On September 19th Los Angeles was rocked by an earthquake. Although it was a small quake of magnitude 3.6, it was enough to provoke some alarmed tweets and freak-out reaction GIFs. That same week, a devastating 7.1 magnitude quake struck Mexico, causing widespread damage and loss of life including in the densely-populated capital, Mexico City. Since then fears are growing of a BIG ONE in the San Andreas Fault, like the one in 1906 which destroyed about 80% of the city of San Francisco and killed around 3,000 people. Here’s a short overview and current situation of San Andreas Fault.
The San Andreas Fault is a 1200 km continental transform fault located throughout California. It forms the tectonic boundary between the Pacific Plate and the North American Plate, and its motion is right-lateral strike-slip (horizontal). The San Andreas Fault is divided into 3 segments; each of which has different characteristics and different degrees of earthquake probabilities.
The most significant segment is the southern one that passes within approximately 56 kilometers of Los Angeles. The slip rate along the fault ranges from 20 to 35 mm (0.79 to 1.38 in) per year.
Discovery and Naming:
The San Andrea Fault was first identified in 1895 by Professor Andrew Lawson of UC Berkeley, who discovered the northern zone. It is said to be named after the San Andreas Lake, which is a small body of water formed in a valley between the two tectonic plates. Although some of Lawson’s reports made between 1895 and 1908 suggest that he actually named the fault after the San Andreas Valley that surrounded it.
San Andreas Fault Location:
Until 1906, the San Andrea Fault was thought to be only as big as its northern zone, but after the 1906 San Francisco earthquake, Lawson confirmed that the fault spread as far as all the way to southern California.
Catastrophes It Caused:
The earliest recorded earthquake caused by the San Andreas Fault occurred on January 9, 1857, at around 8:20 am with a magnitude of 7.9. But due to precautions and sheer luck, only 2 people got killed.
Then again on April 18, 1906, at around 5:12 am local time there was a massive earthquake in San Francisco with a magnitude of 7.8 at its core. The earthquake destroyed about 80% of the city of San Francisco and killed around 3,000 people. The reason behind this earthquake was movements in the tectonic plates of the San Andreas Fault.
The San Andreas Fault has been silent ever since, which is a good news. But it may also be a bad one too. Why? Because according to experts, these fault lines can remain inactive for centuries on end but still create havoc all of a sudden.

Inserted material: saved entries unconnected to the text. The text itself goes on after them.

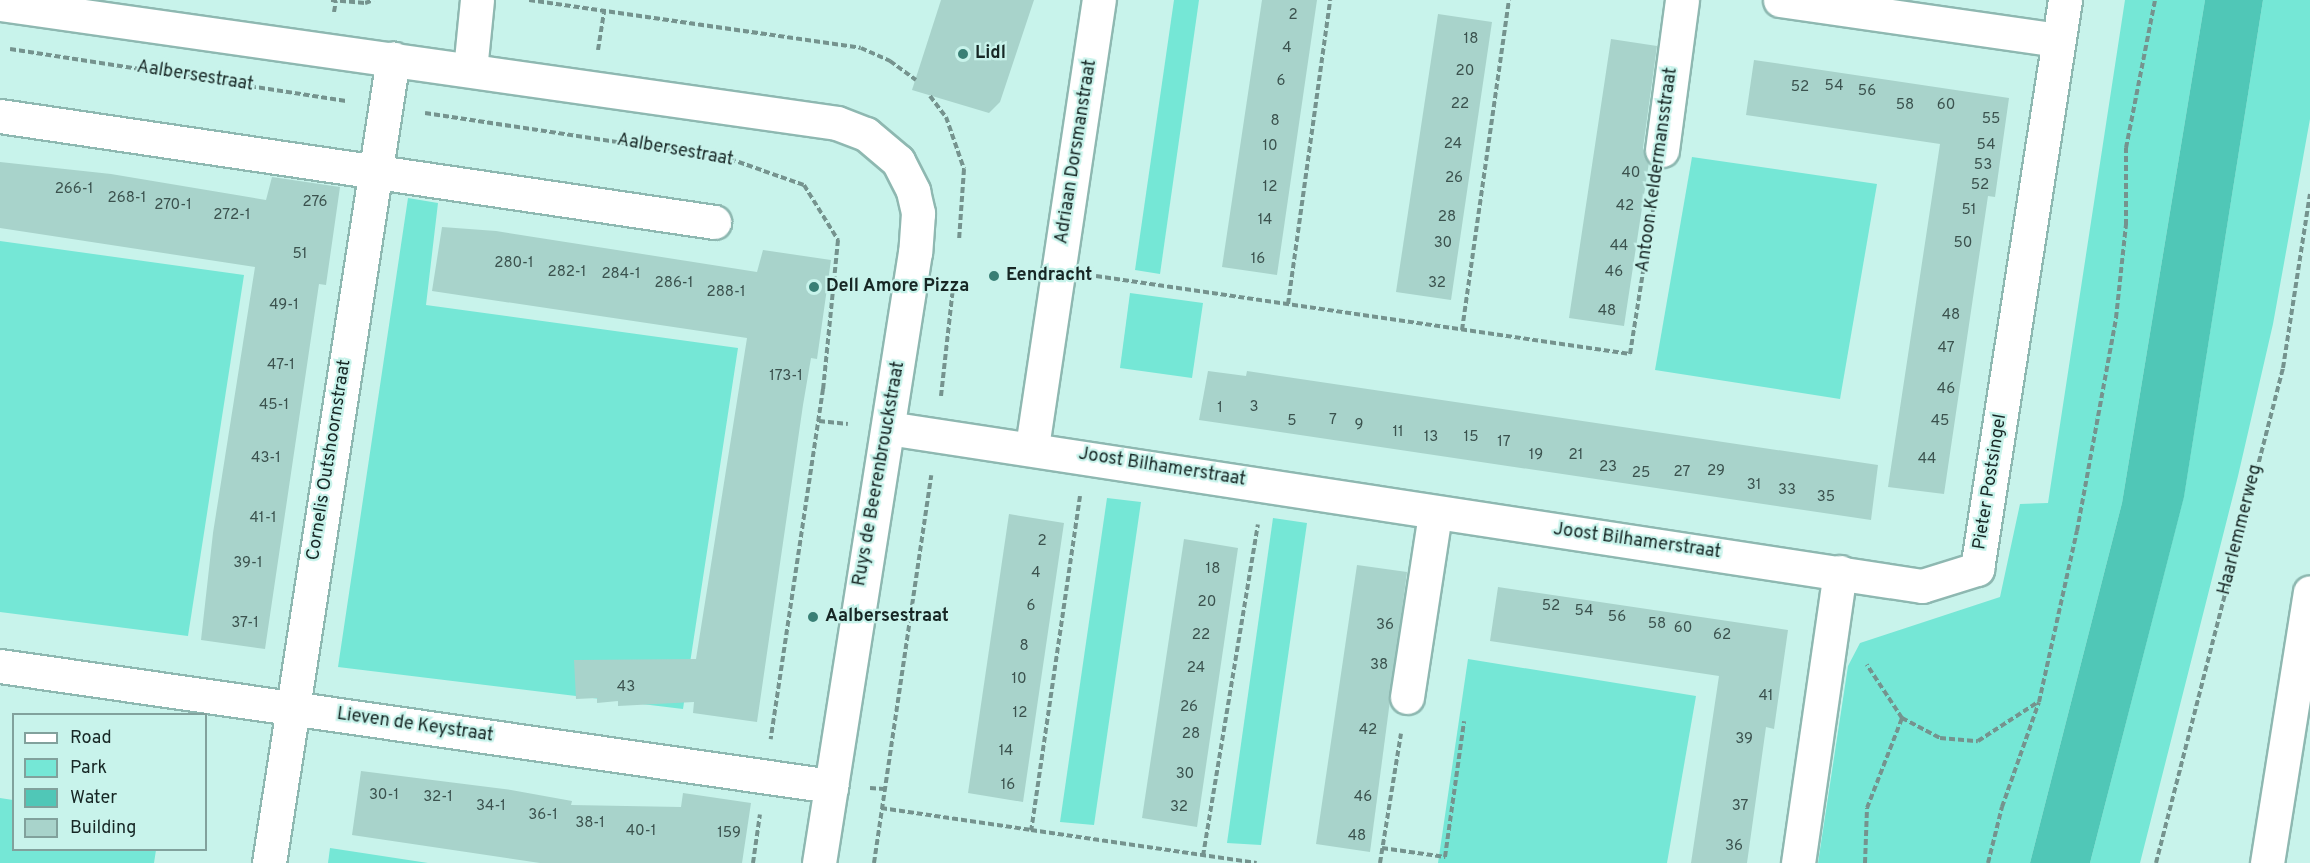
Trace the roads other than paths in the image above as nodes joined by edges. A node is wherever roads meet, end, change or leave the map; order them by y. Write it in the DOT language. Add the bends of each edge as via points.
graph roads {
  1 [pos="477,0"];
  2 [pos="1100,0"];
  3 [pos="1682,0"];
  4 [pos="1780,0"];
  5 [pos="2065,0"];
  6 [pos="0,4"];
  7 [pos="2058,40"];
  8 [pos="393,58"];
  9 [pos="470,70"];
  10 [pos="0,116"];
  11 [pos="1662,150"];
  12 [pos="375,173"];
  13 [pos="714,222"];
  14 [pos="888,428"];
  15 [pos="1032,447"];
  16 [pos="1435,513"];
  17 [pos="1840,572"];
  18 [pos="2310,592"];
  19 [pos="0,666"];
  20 [pos="1407,697"];
  21 [pos="290,709"];
  22 [pos="831,786"];
  23 [pos="269,863"];
  24 [pos="819,863"];
  25 [pos="1798,863"];
  26 [pos="2267,863"];
  1 -- 9 [label="street"];
  2 -- 15 [label="street, Adriaan Dorsmanstraat"];
  3 -- 11 [label="street, Antoon Keldermansstraat"];
  4 -- 7 [label="street"];
  5 -- 7 [label="street, Pieter Postsingel"];
  6 -- 8 [label="street"];
  7 -- 17 [label="street, Pieter Postsingel" via="1977,569 1922,586"];
  8 -- 9 [label="street"];
  8 -- 12 [label="street, Cornelis Outshoornstraat"];
  9 -- 14 [label="street, Ruys de Beerenbrouckstraat" via="837,123 866,134 883,146 897,161 913,191 918,213"];
  10 -- 12 [label="street"];
  12 -- 13 [label="street"];
  12 -- 21 [label="street, Cornelis Outshoornstraat"];
  14 -- 15 [label="street, Joost Bilhamerstraat"];
  14 -- 22 [label="street, Ruys de Beerenbrouckstraat"];
  15 -- 16 [label="street, Joost Bilhamerstraat"];
  16 -- 17 [label="street, Joost Bilhamerstraat"];
  16 -- 20 [label="street"];
  17 -- 25 [label="street"];
  18 -- 26 [label="street"];
  19 -- 21 [label="street, Lieven de Keystraat"];
  21 -- 22 [label="street, Lieven de Keystraat"];
  21 -- 23 [label="street, Cornelis Outshoornstraat"];
  22 -- 24 [label="street, Ruys de Beerenbrouckstraat"];
}
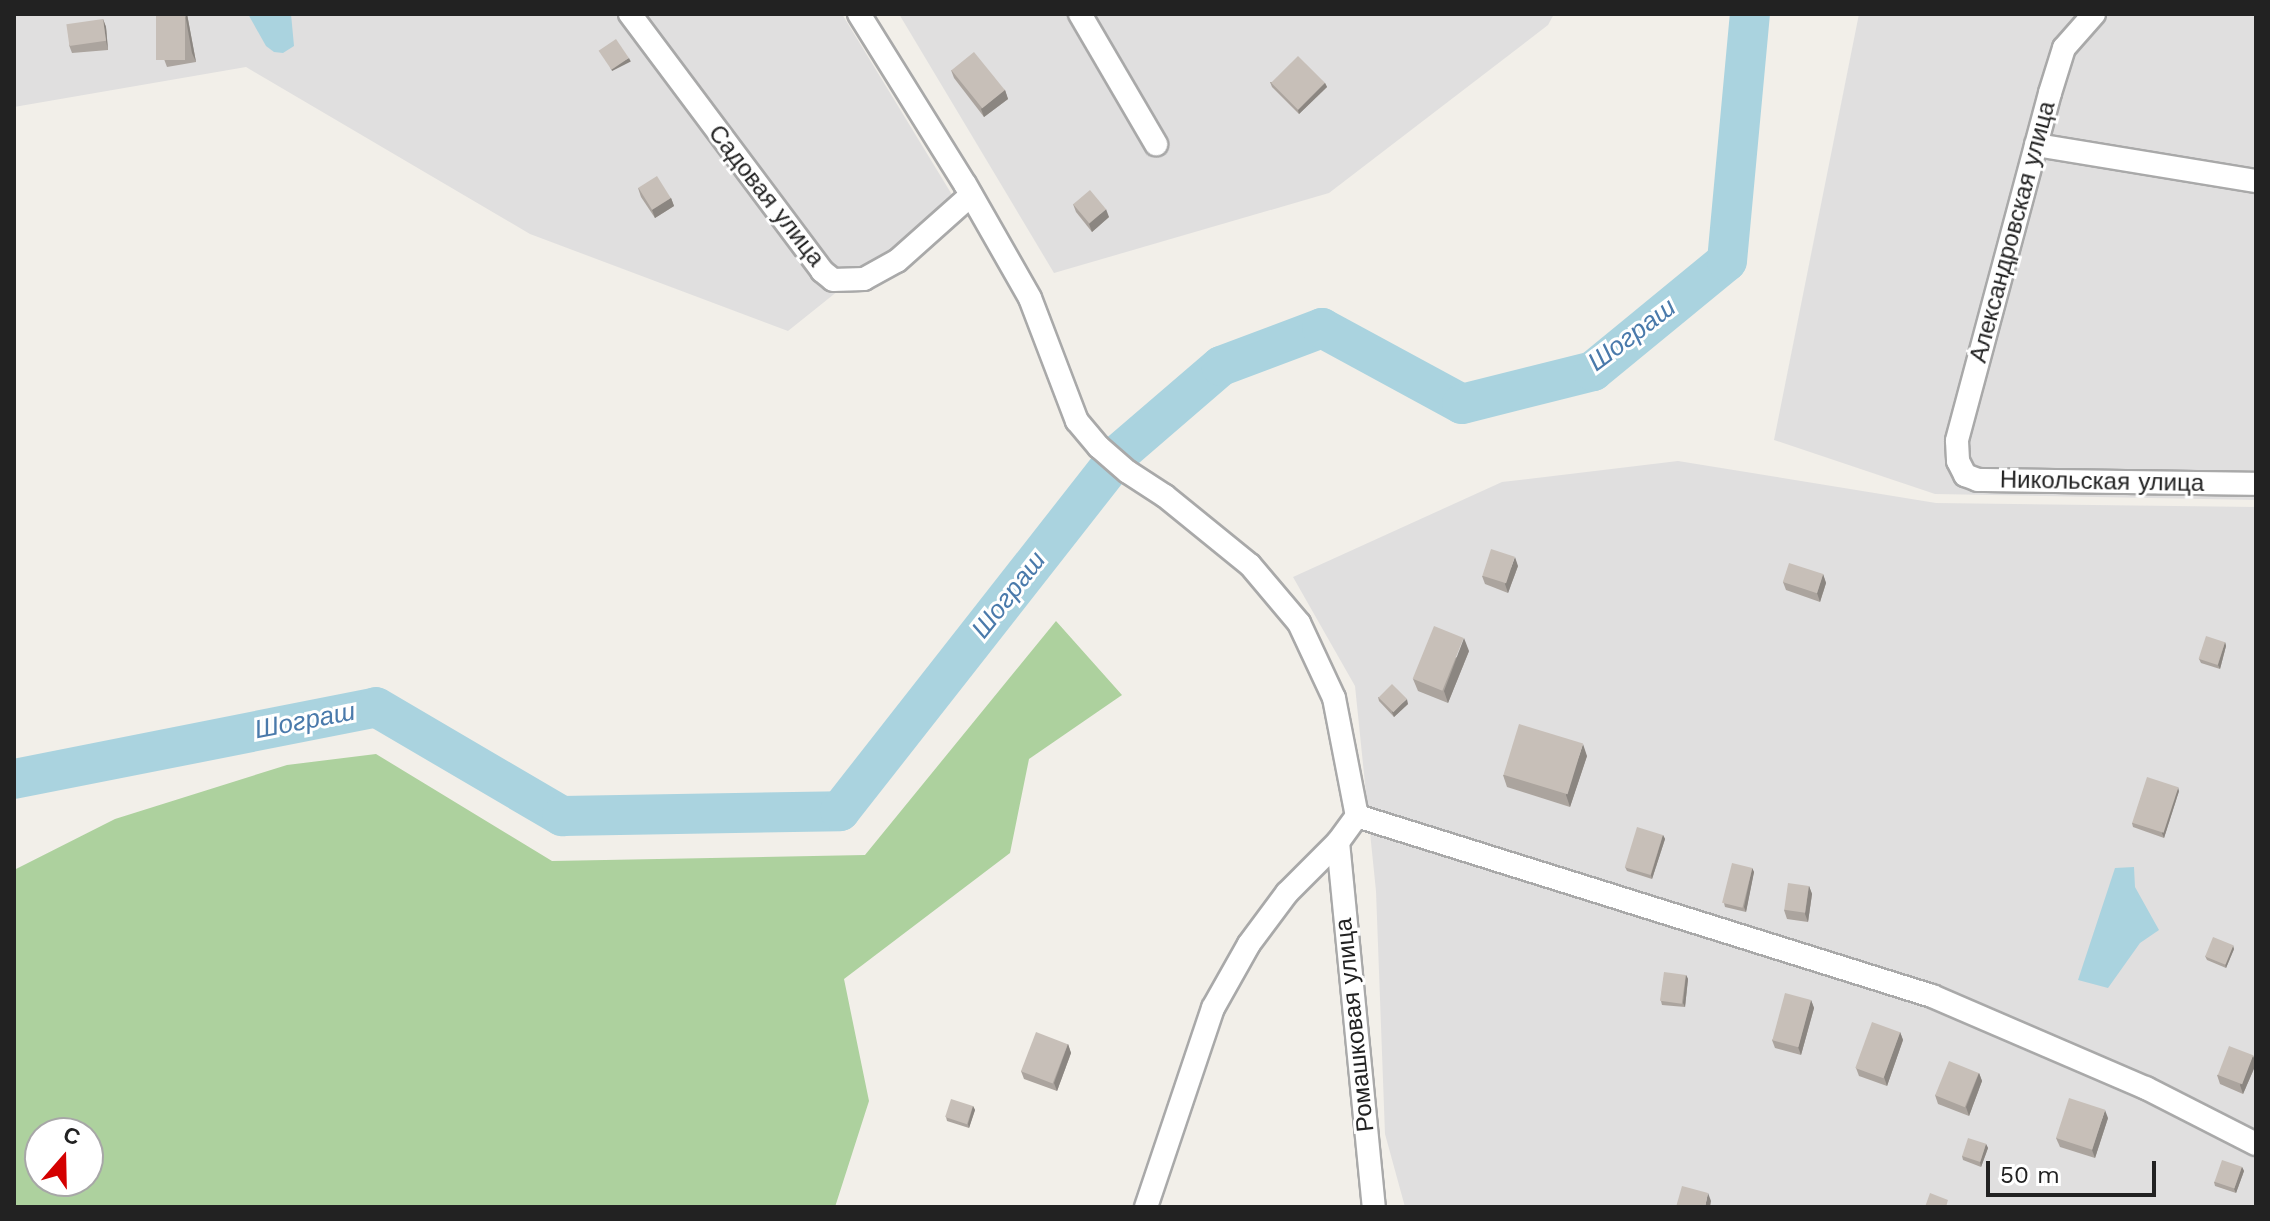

And the San Andreas Fault has recorded hundreds of miles of lateral movement as discovered by geologist Thomas Dibblee in 1953.
Robert Graves, a Research Geophysicist at the U.S. Geological Survey (USGS) said in an email interview with Newsweek. “Studies that have dated previous major offsets along the fault trace show that there have been about 10 major quakes over the past 1,000-2,000 years,” Graves continues. “The average time between these quakes is about 100-150 years.”
The bad girl San Andreas is silent for now, but who knows when she might wake up?